12. Term and Termination
12.1 Term. This Agreement shall commence on the Effective Date and, unless earlier terminated as provided in Section 12.2 or 12.3 below, shall remain in effect until the last Initial Europe Doses, Optional Doses (if Optional Doses are ordered pursuant to Section 5.2) and Additional Doses (if any are mutually agreed to be ordered pursuant to Section 5.3) are delivered to the Participating Member States pursuant to Article 5. For the avoidance of doubt, this Agreement does not govern the sale of any Doses of Vaccine that do not constitute Initial Europe Doses, Optional Doses or Additional Doses and the terms of this Agreement shall not bind the Parties if they determine to enter into a new agreement governing Doses that do not constitute Initial Europe Doses, Optional Doses or Additional Doses.
12.2 Termination for Abandonment
(a) In the event that AstraZeneca abandons the development, manufacturing and other efforts hereunder (whether as a result of its determination that the Vaccine cannot be safely or efficaciously developed, manufactured, distributed, or administered or the determination that regulatory approvals for the Vaccine cannot or will not be obtained in a timely manner) AstraZeneca shall notify the Commission of such abandonment and the reasons justifying it and (i) the Commission will have the right to terminate this Agreement upon ten (10) days prior written notice to AstraZeneca, and (ii) AstraZeneca will have the right to terminate this Agreement upon ten (10) days prior written notice to the Commission.

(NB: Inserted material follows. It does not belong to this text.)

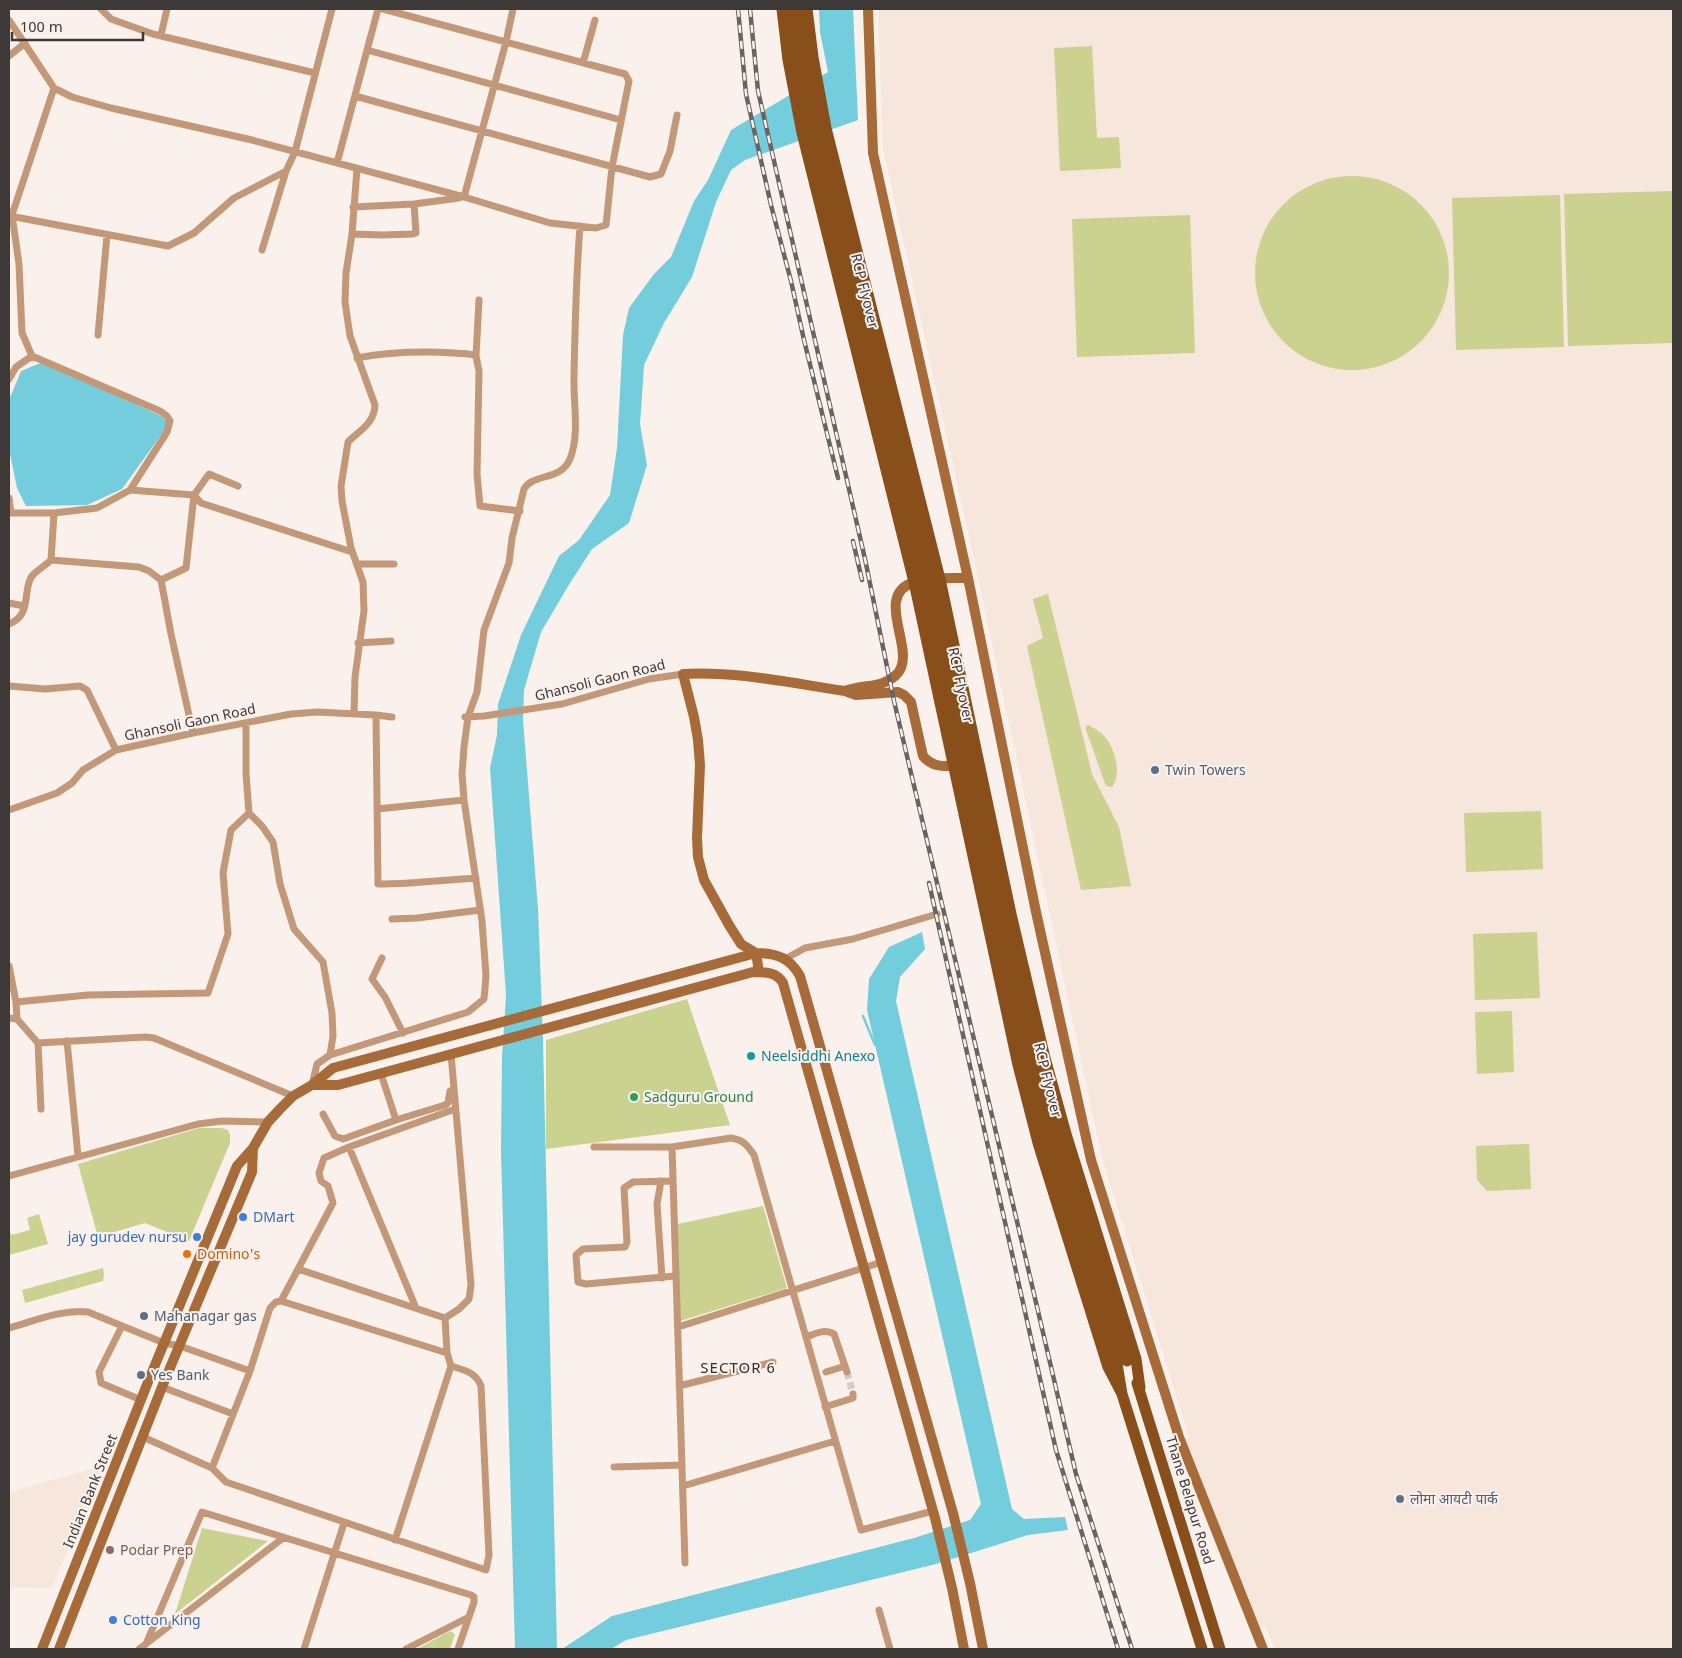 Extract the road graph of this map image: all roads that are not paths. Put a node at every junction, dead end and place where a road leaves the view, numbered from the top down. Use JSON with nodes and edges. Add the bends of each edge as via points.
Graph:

(b) In addition, the Commission can terminate this Agreement if AstraZeneca reasonably determines that the ongoing or planned clinical trials by AstraZeneca and its partners are not likely to be sufficient for approval of the Vaccine as set out in Section 10.2 of this Agreement.
(c) In the event either Party terminates this Agreement pursuant to Section 12.2 (a), upon the request of the Commission, AstraZeneca shall use Best Reasonable Efforts to:
- Ensure the transfer of all purchased vials and stoppers to the Commission (or its designee) to be repurposed;
- Assign the Commission (or its designee) all purchased or reserved drug product manufacturing capacity from the applicable CMO (to the extent permitted by the agreement between AstraZeneca and such CMO); and
- Return to the Commission (or its designee), within thirty (30) days after the date of termination of this Agreement, any portion of the Funding that is unspent, if any, after deducting all expenses incurred by AstraZeneca including any non-cancellable expenses relating to the activities under this Agreement.
(d) Within thirty (30) days following the date of termination of this Agreement, the Commission (with respect to the Initial Funding) and the Participating Member States (with respect to the Subsequent Funding and any other payment, pro rata to the Binding Allocation pursuant to Section 8.3(a) or if there is no Binding Allocation, then pro rata in accordance with the method for allocation set forth in Section 8.3(b)) shall reimburse AstraZeneca for all reasonably incurred unpaid expenses and any non-cancellable expenses relating to the activities under this Agreement for which Funding has not yet been provided.
Without prejudice to the indemnification rights of AstraZeneca and the other Indemnified Persons under Article 14, no additional compensation shall be claimed from the Commission or any Participating Member State for any damages AstraZeneca might incur due to the termination.
12.3 Termination for cause
The Commission on behalf of the Participating Member States may terminate this Agreement in the following circumstances:
(a) if AstraZeneca is in material breach of its obligations (considered as a whole) of this Agreement following notice and an opportunity to cure as set forth below;
(b) if the contractor or any person that assumes unlimited liability for the debts of the contractor is in one of the situations provided for in points (a) and (b) of Article 136(1) of the Financial Regulation;
Prior to any termination under this Section 12.3, the Commission must formally notify AstraZeneca of its intention to terminate the Agreement and the grounds for termination as set forth below AstraZeneca shall have 30 days following the date of receipt of the formal notification to cure such material breach or dispute the existence of such underlying breach by submitting observations, including the measures it has taken or will take to continue fulfilling its contractual obligations. If the Commission confirms that the measures AstraZeneca has taken or will take cure such breach within such 30 days period, the notice of termination submitted by the Commission on behalf of the Participating Member States shall become null and void. In the event of a dispute of the existence or cure status of any material breach, such dispute shall be subject to Section 18.5 of this Agreement prior to any termination of this Agreement.